Presseerklärung vom 5. September 2013

Urteil des Obersten Gerichthofs der Niederlande mit Spannung erwartet (6.9.):

Müssen die Niederlande für den Tod der Einwohner von Srebrenica Mitverantwortung übernehmen?



Mit Spannung erwartet die Gesellschaft für bedrohte Völker (GfbV) das Urteil des Obersten Gerichtshofes der Niederlande im Verfahren überlebender Angehörige der Opfer von Srebrenica gegen den niederländischen Staat. In dem Prozess soll entschieden werden, ob die in Srebrenica stationierten niederländischen Blauhelme für die Ermordung von bosnischen Zivilisten, die auf dem Stützpunkt der UN-Schutztruppe Zuflucht vor den serbischen Truppen gesucht hatten und fortgeschickt worden waren, tatsächlich Mitverantwortung tragen müssen. In einem vorherigen Urteil hatte ein Gericht zugunsten der Kläger entschieden. Die niederländische Regierung habe die "effektive Kontrolle" über ihre Truppen ausgeübt und sei deshalb für deren Handlungen verantwortlich. Zudem sei zu diesem Zeitpunkt schon bekannt gewesen, dass die serbischen Truppen bereits mit der Ermordung vor allem der männlichen Einwohner von Srebrenica auch direkt vor dem UN-Stützpunkt begonnen hatten. Deshalb seien die Schutzsuchenden "sehenden Auges" in den Tod geschickt worden.

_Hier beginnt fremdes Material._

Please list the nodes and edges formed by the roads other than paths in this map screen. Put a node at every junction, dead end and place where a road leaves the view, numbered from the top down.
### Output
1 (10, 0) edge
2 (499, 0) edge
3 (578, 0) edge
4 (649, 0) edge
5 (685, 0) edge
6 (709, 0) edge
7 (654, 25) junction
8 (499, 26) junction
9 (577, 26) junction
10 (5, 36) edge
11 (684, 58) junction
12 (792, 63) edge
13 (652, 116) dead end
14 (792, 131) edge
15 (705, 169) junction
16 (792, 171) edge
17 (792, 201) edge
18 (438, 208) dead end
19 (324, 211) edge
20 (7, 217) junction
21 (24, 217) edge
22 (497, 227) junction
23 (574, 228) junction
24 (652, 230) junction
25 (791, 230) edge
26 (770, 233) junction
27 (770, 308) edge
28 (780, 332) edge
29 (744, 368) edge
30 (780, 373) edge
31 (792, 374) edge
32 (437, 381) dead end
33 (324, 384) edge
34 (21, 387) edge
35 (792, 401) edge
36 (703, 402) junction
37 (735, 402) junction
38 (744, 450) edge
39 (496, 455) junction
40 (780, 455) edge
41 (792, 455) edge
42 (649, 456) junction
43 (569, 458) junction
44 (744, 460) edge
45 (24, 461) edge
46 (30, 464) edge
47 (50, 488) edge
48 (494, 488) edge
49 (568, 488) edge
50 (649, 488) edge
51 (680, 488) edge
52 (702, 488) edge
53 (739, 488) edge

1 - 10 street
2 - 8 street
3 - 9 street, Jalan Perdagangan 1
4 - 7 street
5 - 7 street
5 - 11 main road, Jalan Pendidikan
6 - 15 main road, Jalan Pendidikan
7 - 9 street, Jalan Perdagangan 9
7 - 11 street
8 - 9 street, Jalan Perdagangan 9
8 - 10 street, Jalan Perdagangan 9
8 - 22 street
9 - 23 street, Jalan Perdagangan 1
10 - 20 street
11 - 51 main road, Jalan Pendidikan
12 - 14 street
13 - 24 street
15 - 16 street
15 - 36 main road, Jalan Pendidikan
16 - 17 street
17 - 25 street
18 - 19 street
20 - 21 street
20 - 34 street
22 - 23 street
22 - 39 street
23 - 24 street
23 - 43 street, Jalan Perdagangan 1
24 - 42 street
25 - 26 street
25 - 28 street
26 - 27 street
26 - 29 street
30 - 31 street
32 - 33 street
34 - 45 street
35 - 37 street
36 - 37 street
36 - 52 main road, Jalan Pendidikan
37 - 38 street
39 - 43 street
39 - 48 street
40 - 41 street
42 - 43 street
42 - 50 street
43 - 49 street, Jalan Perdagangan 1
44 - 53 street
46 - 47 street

"Vater, Mutter und Bruder von Hasan Nuhanovic sowie der zweifache Vater Rizo Mustafic wären noch am Leben, wenn nicht der Befehl ergangen wäre, sie vom Gelände der Schutztruppe zu weisen", sagt der GfbV-Generalsekretär Tilman Zülch. Die niederländische Regierung lehnt es bisher ab, für den Tod der Schutzsuchenden Mitverantwortung zu übernehmen, mit der Begründung, ihre Einheiten hätten damals als Teil der internationalen Friedensmission unter dem Kommando der Vereinten Nationen gestanden und könnten deshalb nicht belangt werden.

Wenn der Oberste Gerichtshof jetzt zugunsten der bosnischen Kläger entscheidet, könnte das große Auswirkungen auf weltweite Friedensmissionen haben. Dann könnten sich UN-Mitgliedsstaaten, die Blauhelme in Kriegsgebiete entsenden, nicht mehr auf die Immunität der UN-Truppen berufen, sondern müssten selbst mehr Haftung übernehmen. Auch die Angehörigen der vielen tausend Menschen, die sich auf das Gelände der UN-Friedenstruppe in Potocari, einem Vorort von Srebrenica, geflüchtet hatten, könnten die Niederlande dann für die Ermordung ihrer Angehörigen haftbar machen.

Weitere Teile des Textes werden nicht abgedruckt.